Not sure if I should undo the carista changes or leave them as is.


----------



## Reihenmotor5 (Dec 1, 2006)

I believe for the Golf R you will need to perform the ACC brand logic mod per the videos referenced. That mod is not needed for the Tig per findings. 

I’d probably leave in place. The Pro model allows for you to perform long coding. Apps are nice but I rarely touch them as I’ve done a lot of mods before owning OBD11, and since I can’t see what their apps do I don’t want them to impact coding I’ve done or figured out. For example lighting mods they offer with apps I don’t touch as I spent a lot of time figuring my rear tails out and don’t want their apps to impact what I’ve done. 


Sent from my iPhone using Tapatalk


----------



## FOLK_VAHGEN (Aug 14, 2020)

RADON said:


> Thanks for testing and the write-up.
> 
> Anyone done this with OBDeleven with iOS?
> 
> Quickest place to order still ECS?


I’ve performed the steering assist and so far so good. On to step 2!


Sent from my iPhone using Tapatalk


----------



## LennyNero (Aug 25, 2018)

Reihenmotor5, excellent update. I didn't have the time to fool around with enabling and reverting each portion of the mod. But, I can happily report that simply changing the engine module brand coding without changing the ACC coding has worked perfectly. No codes set and no other issues. 

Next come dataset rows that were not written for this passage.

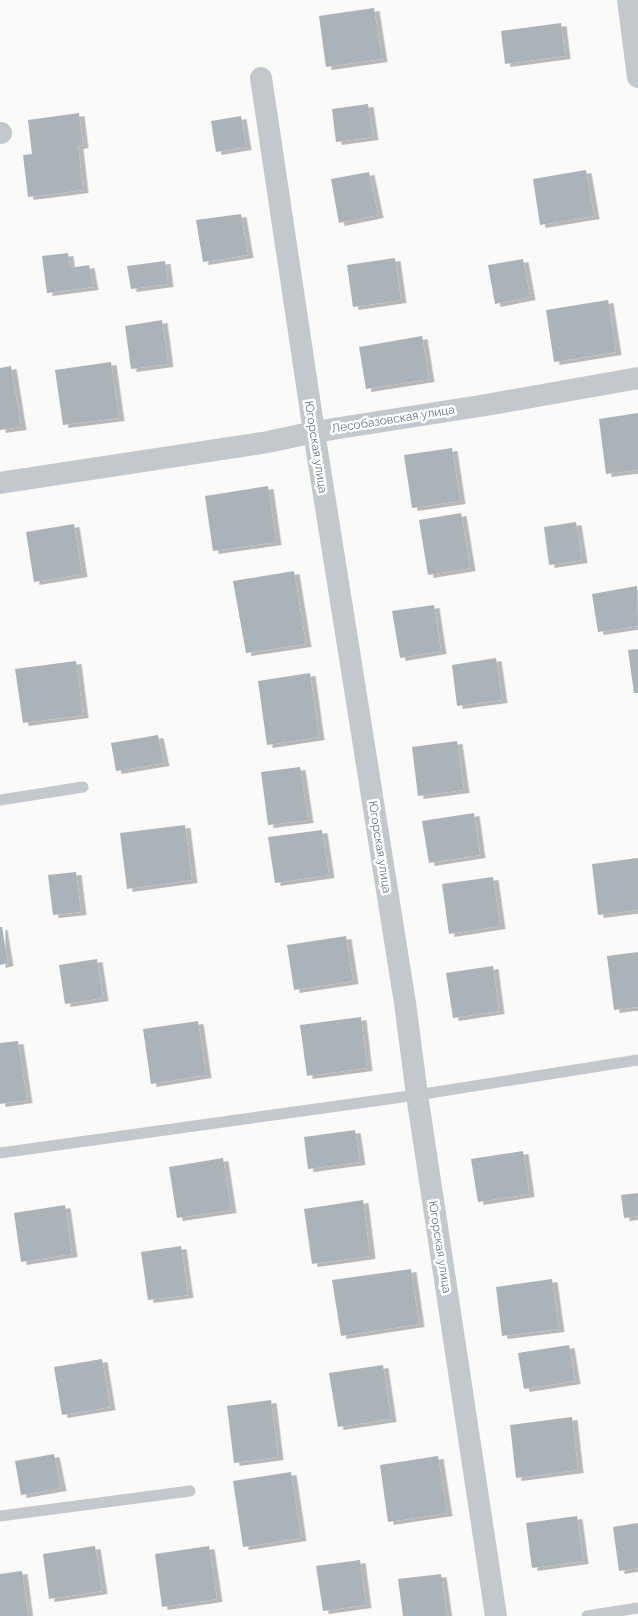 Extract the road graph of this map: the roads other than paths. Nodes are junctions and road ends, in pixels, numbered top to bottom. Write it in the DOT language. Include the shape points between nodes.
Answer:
graph roads {
  1 [pos="628,0"];
  2 [pos="638,77"];
  3 [pos="261,78"];
  4 [pos="638,378"];
  5 [pos="314,432"];
  6 [pos="0,483"];
  7 [pos="83,788"];
  8 [pos="0,800"];
  9 [pos="638,1060"];
  10 [pos="417,1095"];
  11 [pos="0,1153"];
  12 [pos="190,1490"];
  13 [pos="0,1516"];
  14 [pos="638,1608"];
  15 [pos="496,1616"];
  16 [pos="587,1616"];
  1 -- 2 [label="street"];
  3 -- 5 [label="street, Югорская улица"];
  4 -- 5 [label="street, Лесобазовская улица"];
  5 -- 6 [label="street, Лесобазовская улица"];
  5 -- 10 [label="street, Югорская улица"];
  7 -- 8 [label="lane"];
  9 -- 10 [label="lane"];
  10 -- 11 [label="lane"];
  10 -- 15 [label="street, Югорская улица"];
  12 -- 13 [label="lane"];
  14 -- 16 [label="lane"];
} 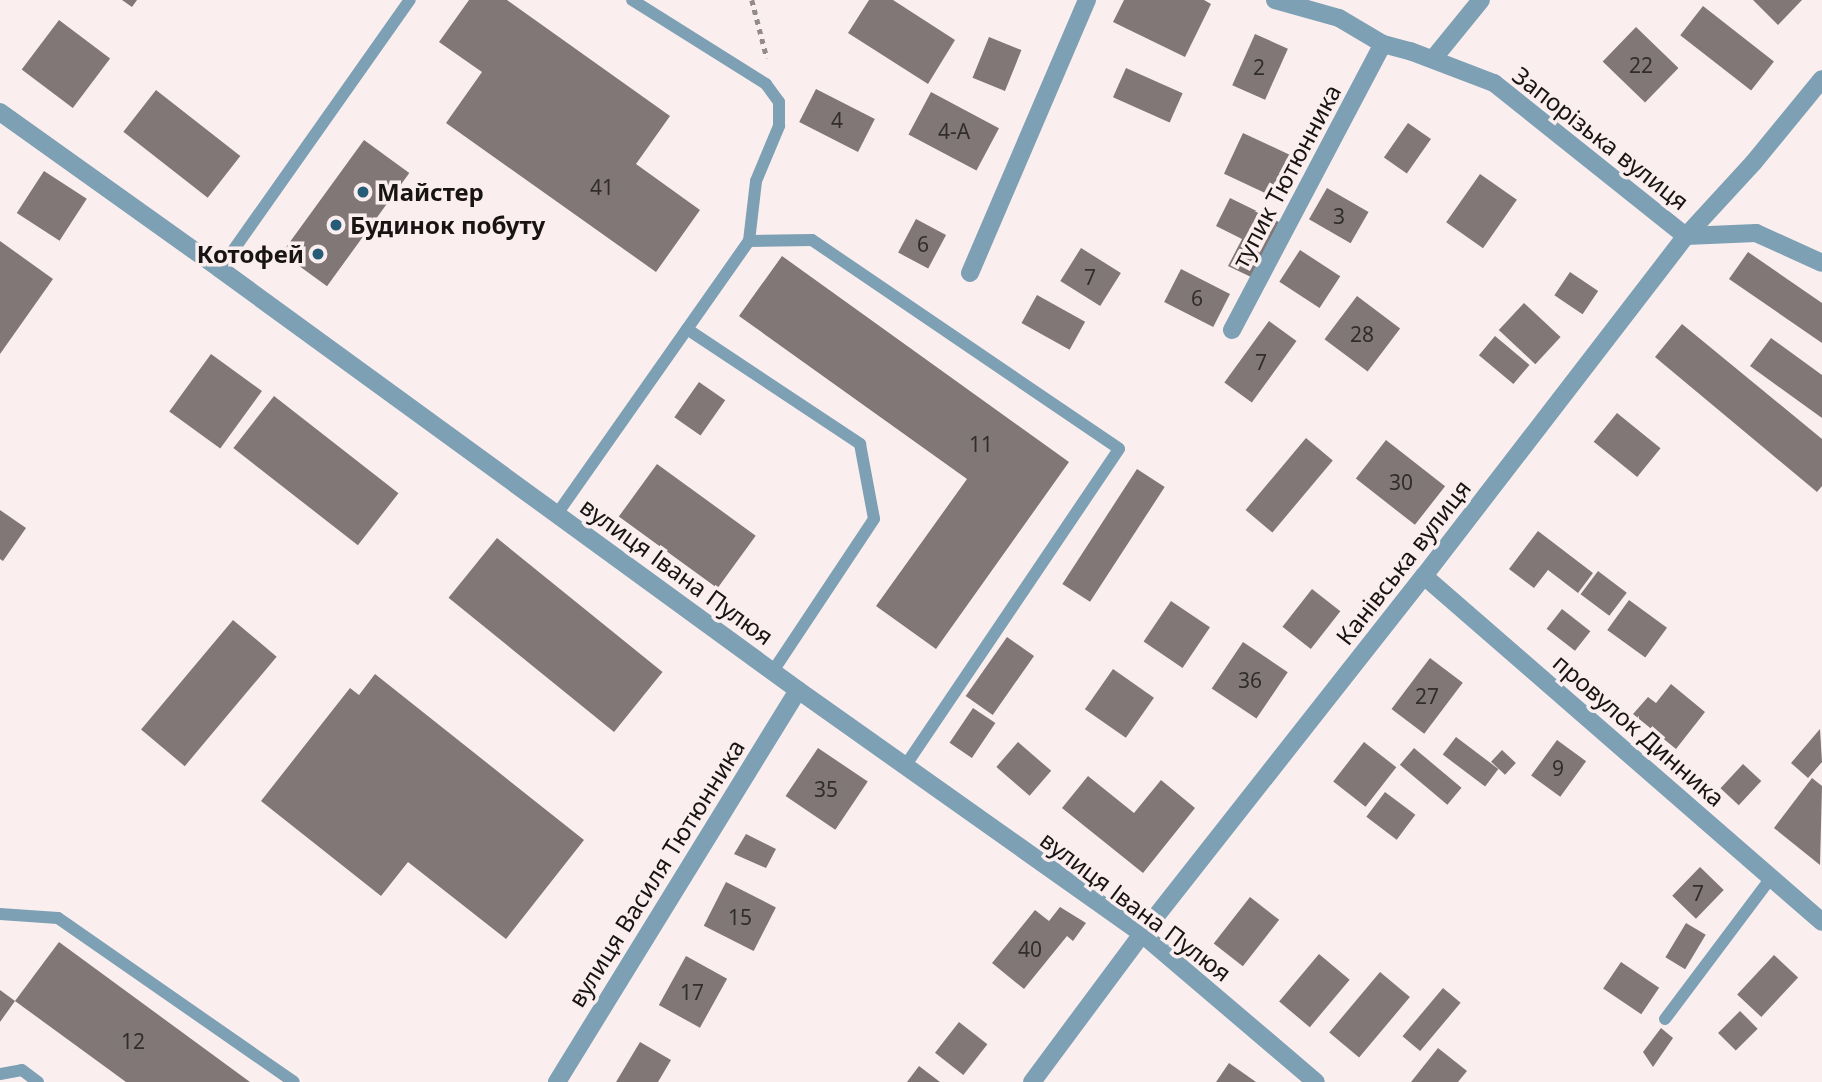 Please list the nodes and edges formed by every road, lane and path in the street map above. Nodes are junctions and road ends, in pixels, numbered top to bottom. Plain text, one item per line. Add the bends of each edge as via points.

Thanks so much for the time you put into helping out everyone on this forum.


----------



## Reihenmotor5 (Dec 1, 2006)

*&quot;Audi&quot; Engine Mod for Throttle Response*

[mention]LennyNero [/mention]man thank you and you’re welcome! If it helps others enjoy their vehicle more that’s the motivation. I can’t take credit, others have helped, tested and my living mod doc is a consolidation of everything out there that has worked on the Tiguan. 

Now if we can determine what exactly the engine mod is doing that would be great outside of what other people have said/claimed after performing the mod on Golfs and Arteons. 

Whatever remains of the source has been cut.